(Saved entries)
_ _ _ _ _
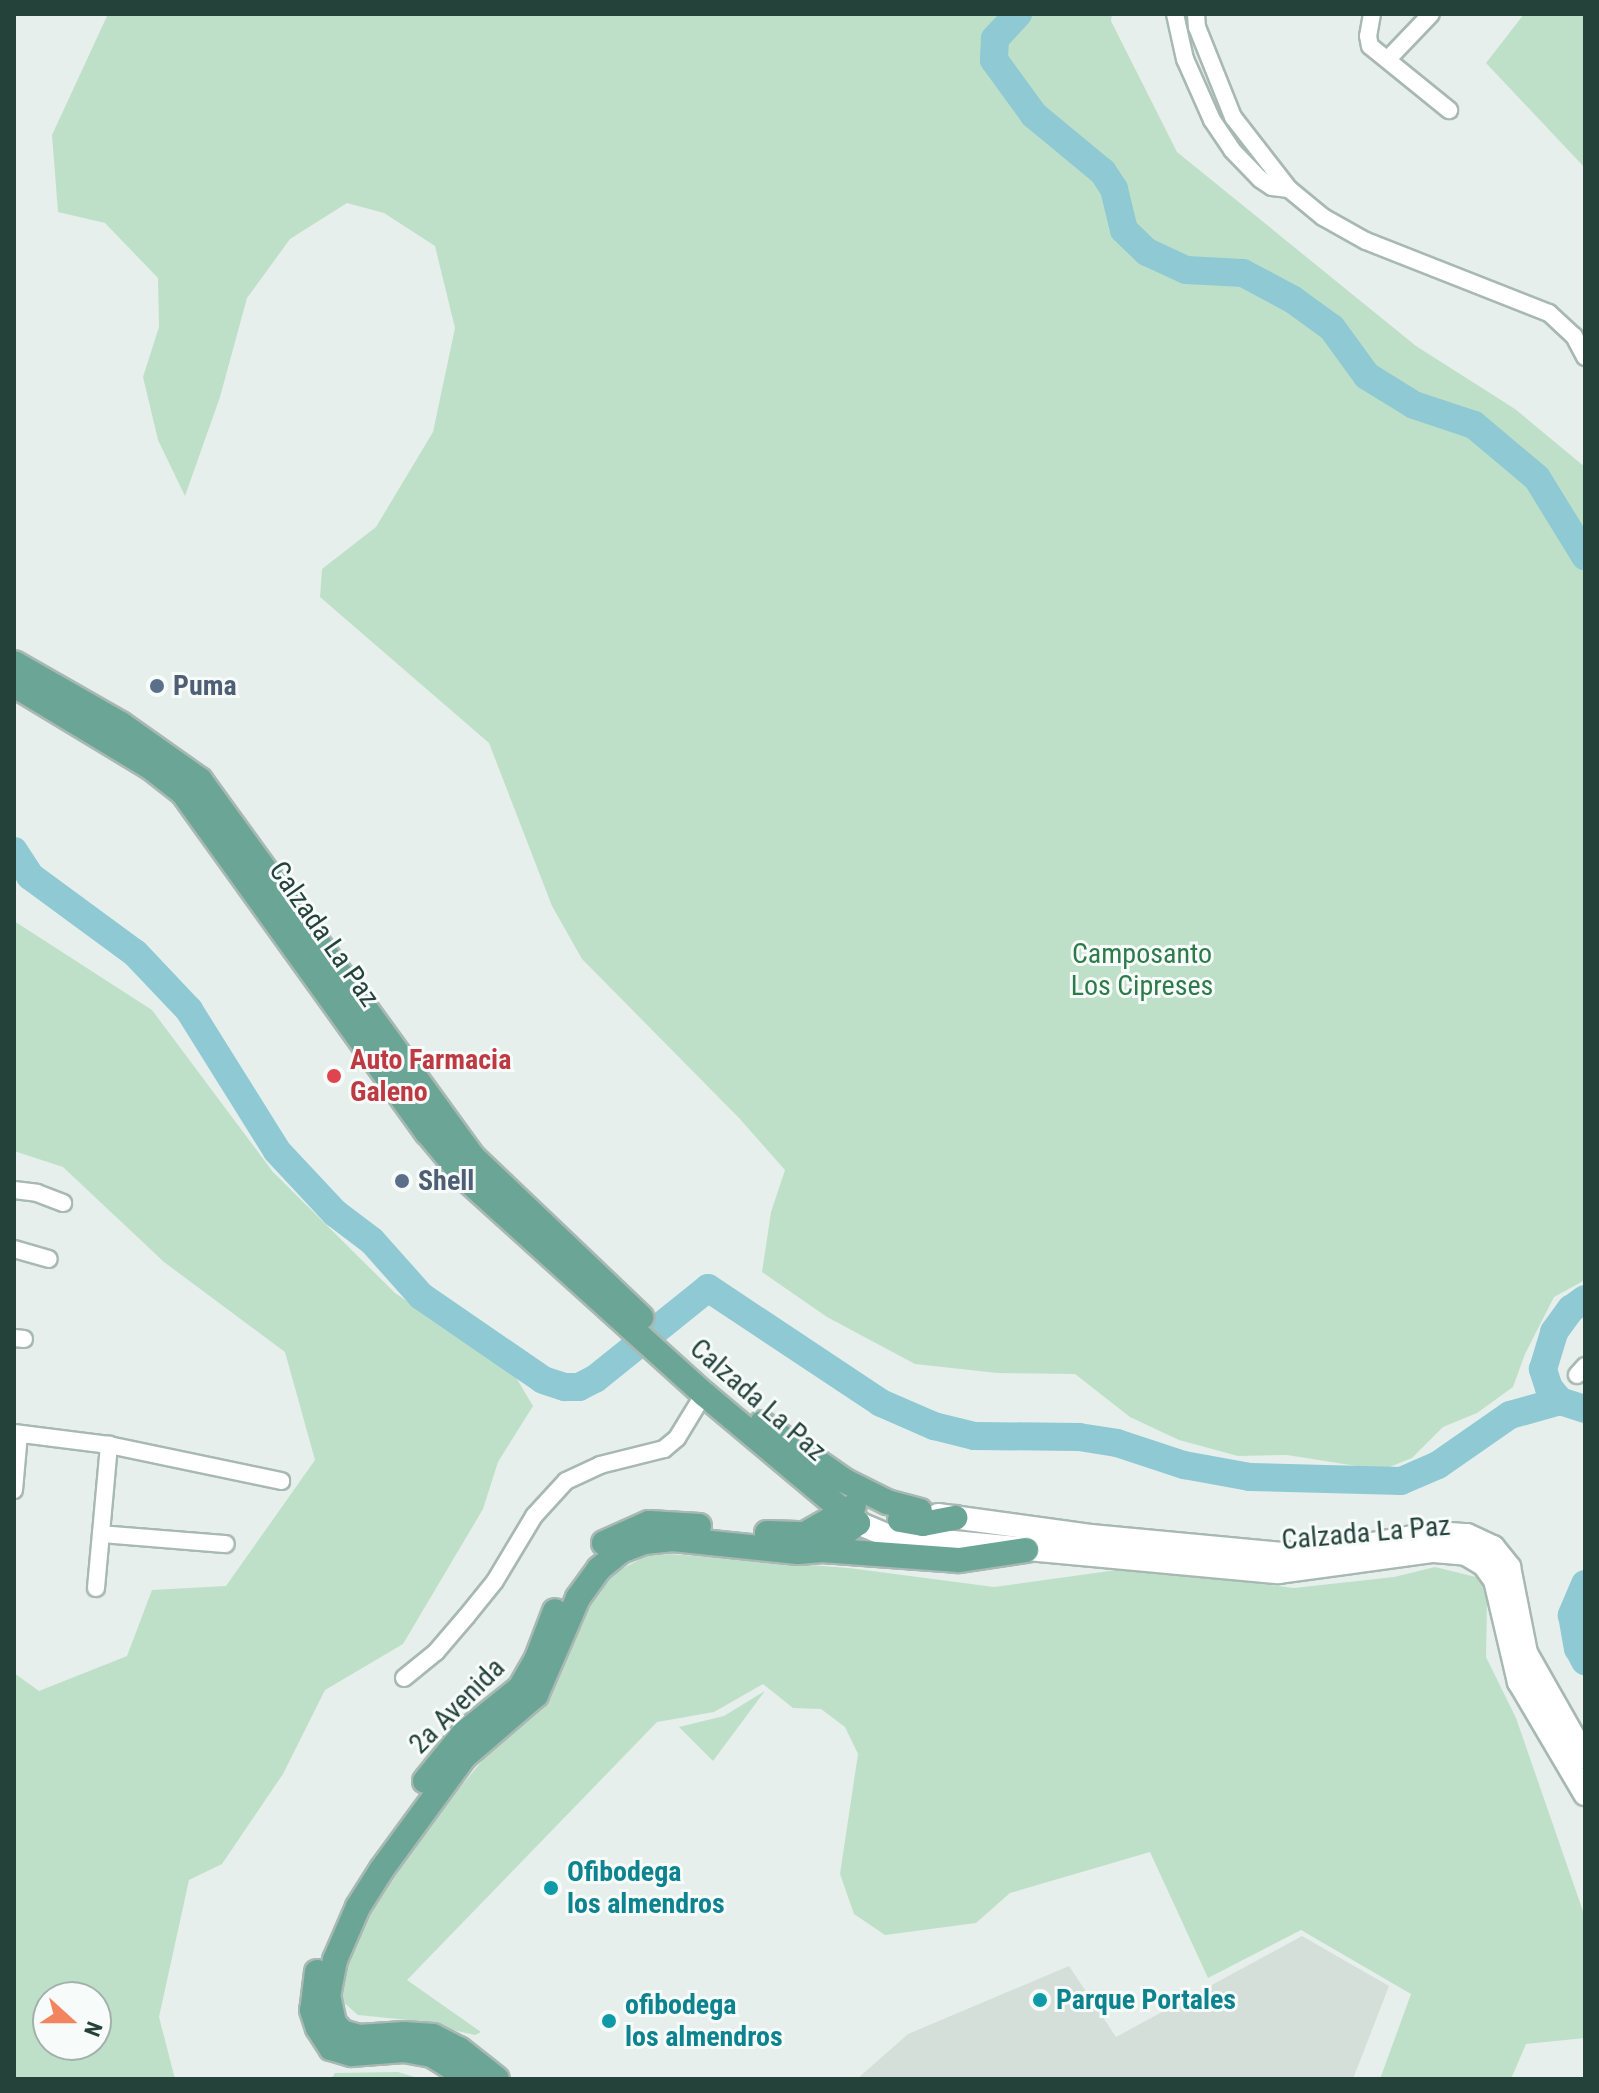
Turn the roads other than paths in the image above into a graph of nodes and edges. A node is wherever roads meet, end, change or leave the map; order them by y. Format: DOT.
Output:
graph roads {
  1 [pos="1175,14"];
  2 [pos="1196,14"];
  3 [pos="1372,14"];
  4 [pos="1431,14"];
  5 [pos="1388,59"];
  6 [pos="1449,110"];
  7 [pos="1289,189"];
  8 [pos="1585,357"];
  9 [pos="14,663"];
  10 [pos="14,685"];
  11 [pos="14,1190"];
  12 [pos="63,1203"];
  13 [pos="14,1249"];
  14 [pos="49,1259"];
  15 [pos="618,1307"];
  16 [pos="673,1356"];
  17 [pos="704,1394"];
  18 [pos="17,1433"];
  19 [pos="109,1445"];
  20 [pos="281,1481"];
  21 [pos="14,1490"];
  22 [pos="920,1511"];
  23 [pos="850,1516"];
  24 [pos="955,1518"];
  25 [pos="101,1534"];
  26 [pos="226,1544"];
  27 [pos="822,1550"];
  28 [pos="1026,1550"];
  29 [pos="96,1588"];
  30 [pos="404,1678"];
  31 [pos="1585,1757"];
  32 [pos="1585,1794"];
  33 [pos="470,2079"];
  34 [pos="497,2079"];
  1 -- 7 [label="street"];
  2 -- 7 [label="street"];
  3 -- 5 [label="street"];
  4 -- 5 [label="street"];
  5 -- 6 [label="street"];
  7 -- 8 [label="street"];
  9 -- 15 [label="main road, Calzada La Paz"];
  10 -- 15 [label="main road, Calzada La Paz"];
  11 -- 12 [label="street"];
  13 -- 14 [label="street"];
  15 -- 16 [label="main road, Calzada La Paz"];
  16 -- 17 [label="main road, Calzada La Paz"];
  16 -- 22 [label="main road, Calzada La Paz"];
  17 -- 23 [label="main road, Calzada La Paz"];
  17 -- 30 [label="street"];
  18 -- 19 [label="street"];
  18 -- 21 [label="street"];
  19 -- 20 [label="street"];
  19 -- 25 [label="street"];
  22 -- 24 [label="main road, Calzada La Paz"];
  23 -- 24 [label="main road"];
  23 -- 27 [label="main road"];
  23 -- 28 [label="main road, Calzada La Paz"];
  23 -- 33 [label="main road, 2a Avenida"];
  24 -- 31 [label="main road, Calzada La Paz"];
  25 -- 26 [label="street"];
  25 -- 29 [label="street"];
  27 -- 28 [label="main road, 2a Avenida"];
  27 -- 34 [label="main road, 2a Avenida"];
  28 -- 32 [label="main road, Calzada La Paz"];
}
_ _ _ _ _
■ DESCRIPTION OF THE TASK ■
Your answer must be the records above, word for word, with no pictures.

■ RESULT FOR THIS TASK ■
Turn the roads other than paths in the image above into a graph of nodes and edges. A node is wherever roads meet, end, change or leave the map; order them by y. Format: DOT.
Output:
graph roads {
  1 [pos="1175,14"];
  2 [pos="1196,14"];
  3 [pos="1372,14"];
  4 [pos="1431,14"];
  5 [pos="1388,59"];
  6 [pos="1449,110"];
  7 [pos="1289,189"];
  8 [pos="1585,357"];
  9 [pos="14,663"];
  10 [pos="14,685"];
  11 [pos="14,1190"];
  12 [pos="63,1203"];
  13 [pos="14,1249"];
  14 [pos="49,1259"];
  15 [pos="618,1307"];
  16 [pos="673,1356"];
  17 [pos="704,1394"];
  18 [pos="17,1433"];
  19 [pos="109,1445"];
  20 [pos="281,1481"];
  21 [pos="14,1490"];
  22 [pos="920,1511"];
  23 [pos="850,1516"];
  24 [pos="955,1518"];
  25 [pos="101,1534"];
  26 [pos="226,1544"];
  27 [pos="822,1550"];
  28 [pos="1026,1550"];
  29 [pos="96,1588"];
  30 [pos="404,1678"];
  31 [pos="1585,1757"];
  32 [pos="1585,1794"];
  33 [pos="470,2079"];
  34 [pos="497,2079"];
  1 -- 7 [label="street"];
  2 -- 7 [label="street"];
  3 -- 5 [label="street"];
  4 -- 5 [label="street"];
  5 -- 6 [label="street"];
  7 -- 8 [label="street"];
  9 -- 15 [label="main road, Calzada La Paz"];
  10 -- 15 [label="main road, Calzada La Paz"];
  11 -- 12 [label="street"];
  13 -- 14 [label="street"];
  15 -- 16 [label="main road, Calzada La Paz"];
  16 -- 17 [label="main road, Calzada La Paz"];
  16 -- 22 [label="main road, Calzada La Paz"];
  17 -- 23 [label="main road, Calzada La Paz"];
  17 -- 30 [label="street"];
  18 -- 19 [label="street"];
  18 -- 21 [label="street"];
  19 -- 20 [label="street"];
  19 -- 25 [label="street"];
  22 -- 24 [label="main road, Calzada La Paz"];
  23 -- 24 [label="main road"];
  23 -- 27 [label="main road"];
  23 -- 28 [label="main road, Calzada La Paz"];
  23 -- 33 [label="main road, 2a Avenida"];
  24 -- 31 [label="main road, Calzada La Paz"];
  25 -- 26 [label="street"];
  25 -- 29 [label="street"];
  27 -- 28 [label="main road, 2a Avenida"];
  27 -- 34 [label="main road, 2a Avenida"];
  28 -- 32 [label="main road, Calzada La Paz"];
}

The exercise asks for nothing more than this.